[Entries provided — start]
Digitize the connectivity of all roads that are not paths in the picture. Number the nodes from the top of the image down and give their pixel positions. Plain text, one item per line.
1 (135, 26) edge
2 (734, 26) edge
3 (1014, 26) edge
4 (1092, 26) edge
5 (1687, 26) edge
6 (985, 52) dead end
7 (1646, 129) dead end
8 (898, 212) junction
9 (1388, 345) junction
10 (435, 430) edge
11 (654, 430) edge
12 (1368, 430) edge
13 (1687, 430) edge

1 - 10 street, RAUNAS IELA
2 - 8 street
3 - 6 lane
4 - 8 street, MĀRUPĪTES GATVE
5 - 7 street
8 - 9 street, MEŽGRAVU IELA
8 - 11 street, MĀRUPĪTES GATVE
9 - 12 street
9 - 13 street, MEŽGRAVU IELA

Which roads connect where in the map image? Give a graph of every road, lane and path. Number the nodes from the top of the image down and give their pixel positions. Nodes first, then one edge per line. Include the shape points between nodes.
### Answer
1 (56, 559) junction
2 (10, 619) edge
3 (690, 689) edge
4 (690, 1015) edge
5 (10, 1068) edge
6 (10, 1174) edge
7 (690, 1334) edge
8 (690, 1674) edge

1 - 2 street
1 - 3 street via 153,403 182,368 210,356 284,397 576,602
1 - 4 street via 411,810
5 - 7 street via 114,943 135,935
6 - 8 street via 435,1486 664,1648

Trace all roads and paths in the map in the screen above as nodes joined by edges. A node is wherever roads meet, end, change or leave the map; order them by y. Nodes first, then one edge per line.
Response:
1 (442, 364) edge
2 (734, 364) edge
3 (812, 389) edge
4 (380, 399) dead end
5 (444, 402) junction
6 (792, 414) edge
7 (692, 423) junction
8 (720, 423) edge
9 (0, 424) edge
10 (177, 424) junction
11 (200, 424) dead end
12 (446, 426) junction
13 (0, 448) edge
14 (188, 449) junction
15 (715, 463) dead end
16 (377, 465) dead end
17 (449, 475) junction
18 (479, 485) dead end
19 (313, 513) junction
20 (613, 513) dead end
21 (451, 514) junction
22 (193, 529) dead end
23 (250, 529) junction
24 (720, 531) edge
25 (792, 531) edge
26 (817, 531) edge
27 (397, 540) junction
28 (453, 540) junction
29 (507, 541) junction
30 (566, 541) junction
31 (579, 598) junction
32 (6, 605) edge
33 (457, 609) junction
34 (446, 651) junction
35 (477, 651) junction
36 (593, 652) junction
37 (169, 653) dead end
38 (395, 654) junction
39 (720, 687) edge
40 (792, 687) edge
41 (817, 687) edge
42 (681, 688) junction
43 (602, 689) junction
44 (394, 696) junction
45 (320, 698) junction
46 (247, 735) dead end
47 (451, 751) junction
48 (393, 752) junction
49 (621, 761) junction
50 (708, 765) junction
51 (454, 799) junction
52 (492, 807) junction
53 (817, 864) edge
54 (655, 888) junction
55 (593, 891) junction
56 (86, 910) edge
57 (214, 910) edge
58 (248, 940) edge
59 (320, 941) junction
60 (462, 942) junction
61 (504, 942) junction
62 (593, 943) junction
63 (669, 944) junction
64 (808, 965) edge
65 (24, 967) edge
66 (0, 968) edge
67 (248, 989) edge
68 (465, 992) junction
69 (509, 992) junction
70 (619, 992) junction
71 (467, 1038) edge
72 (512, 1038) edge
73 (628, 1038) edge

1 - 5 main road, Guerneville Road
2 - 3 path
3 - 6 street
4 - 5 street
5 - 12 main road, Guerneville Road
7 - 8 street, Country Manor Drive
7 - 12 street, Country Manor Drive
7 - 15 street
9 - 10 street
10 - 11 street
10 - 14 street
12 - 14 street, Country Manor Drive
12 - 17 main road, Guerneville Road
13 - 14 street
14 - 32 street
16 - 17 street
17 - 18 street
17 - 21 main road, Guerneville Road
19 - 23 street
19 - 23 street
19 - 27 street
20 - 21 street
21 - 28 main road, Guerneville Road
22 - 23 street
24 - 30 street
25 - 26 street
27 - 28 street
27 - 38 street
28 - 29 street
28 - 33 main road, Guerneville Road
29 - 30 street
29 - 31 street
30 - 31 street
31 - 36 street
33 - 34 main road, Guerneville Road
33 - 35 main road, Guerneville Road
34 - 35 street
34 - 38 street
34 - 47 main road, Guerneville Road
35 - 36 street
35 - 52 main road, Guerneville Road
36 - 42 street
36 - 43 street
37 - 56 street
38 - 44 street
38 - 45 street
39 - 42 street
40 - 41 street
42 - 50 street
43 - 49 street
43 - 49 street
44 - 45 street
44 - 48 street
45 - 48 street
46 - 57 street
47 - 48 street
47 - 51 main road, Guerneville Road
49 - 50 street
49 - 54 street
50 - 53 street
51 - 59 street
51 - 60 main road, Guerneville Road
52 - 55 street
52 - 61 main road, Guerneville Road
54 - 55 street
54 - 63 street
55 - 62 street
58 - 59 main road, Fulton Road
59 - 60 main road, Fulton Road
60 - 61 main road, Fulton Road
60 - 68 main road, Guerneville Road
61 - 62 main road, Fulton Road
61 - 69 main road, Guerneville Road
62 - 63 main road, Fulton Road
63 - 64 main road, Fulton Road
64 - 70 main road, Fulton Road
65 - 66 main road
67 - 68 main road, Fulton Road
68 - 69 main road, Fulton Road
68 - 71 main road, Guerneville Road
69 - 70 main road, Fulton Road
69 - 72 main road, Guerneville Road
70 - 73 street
[Entries provided — finish]
Your assignment:
Copy the records above faithfully. Begin at their first line, end at the line containing "Which roads connect", and include nothing else.

Answer below:
Digitize the connectivity of all roads that are not paths in the picture. Number the nodes from the top of the image down and give their pixel positions. Plain text, one item per line.
1 (135, 26) edge
2 (734, 26) edge
3 (1014, 26) edge
4 (1092, 26) edge
5 (1687, 26) edge
6 (985, 52) dead end
7 (1646, 129) dead end
8 (898, 212) junction
9 (1388, 345) junction
10 (435, 430) edge
11 (654, 430) edge
12 (1368, 430) edge
13 (1687, 430) edge

1 - 10 street, RAUNAS IELA
2 - 8 street
3 - 6 lane
4 - 8 street, MĀRUPĪTES GATVE
5 - 7 street
8 - 9 street, MEŽGRAVU IELA
8 - 11 street, MĀRUPĪTES GATVE
9 - 12 street
9 - 13 street, MEŽGRAVU IELA

Which roads connect where in the map image? Give a graph of every road, lane and path. Number the nodes from the top of the image down and give their pixel positions. Nodes first, then one edge per line. Include the shape points between nodes.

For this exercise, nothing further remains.